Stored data

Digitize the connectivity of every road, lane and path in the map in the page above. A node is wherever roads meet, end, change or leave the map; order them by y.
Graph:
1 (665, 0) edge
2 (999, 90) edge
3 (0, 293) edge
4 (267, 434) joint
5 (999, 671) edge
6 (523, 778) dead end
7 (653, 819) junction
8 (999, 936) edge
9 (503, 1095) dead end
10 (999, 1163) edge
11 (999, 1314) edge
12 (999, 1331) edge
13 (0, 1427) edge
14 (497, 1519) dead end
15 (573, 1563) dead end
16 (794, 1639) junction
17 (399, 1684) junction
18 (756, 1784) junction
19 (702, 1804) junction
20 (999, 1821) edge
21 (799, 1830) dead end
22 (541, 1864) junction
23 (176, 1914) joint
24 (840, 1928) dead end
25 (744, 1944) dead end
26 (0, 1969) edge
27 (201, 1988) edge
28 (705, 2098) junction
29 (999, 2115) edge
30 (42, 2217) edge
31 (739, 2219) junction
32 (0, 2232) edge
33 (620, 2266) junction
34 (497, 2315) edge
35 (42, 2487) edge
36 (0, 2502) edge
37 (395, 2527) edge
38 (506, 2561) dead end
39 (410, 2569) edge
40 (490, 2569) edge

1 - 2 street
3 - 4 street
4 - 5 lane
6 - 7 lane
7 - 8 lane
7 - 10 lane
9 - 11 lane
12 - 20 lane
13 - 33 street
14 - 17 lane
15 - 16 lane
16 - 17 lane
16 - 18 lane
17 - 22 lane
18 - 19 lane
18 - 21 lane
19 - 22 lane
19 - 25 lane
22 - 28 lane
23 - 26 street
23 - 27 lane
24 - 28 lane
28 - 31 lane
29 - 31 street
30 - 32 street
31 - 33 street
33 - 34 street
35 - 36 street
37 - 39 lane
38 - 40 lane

PROBLEM DETAILS: In the data above, find each line that has the word "street" and copy it out.

SOLUTION TO THIS PROBLEM:
1 - 2 street
3 - 4 street
13 - 33 street
23 - 26 street
29 - 31 street
30 - 32 street
31 - 33 street
33 - 34 street
35 - 36 street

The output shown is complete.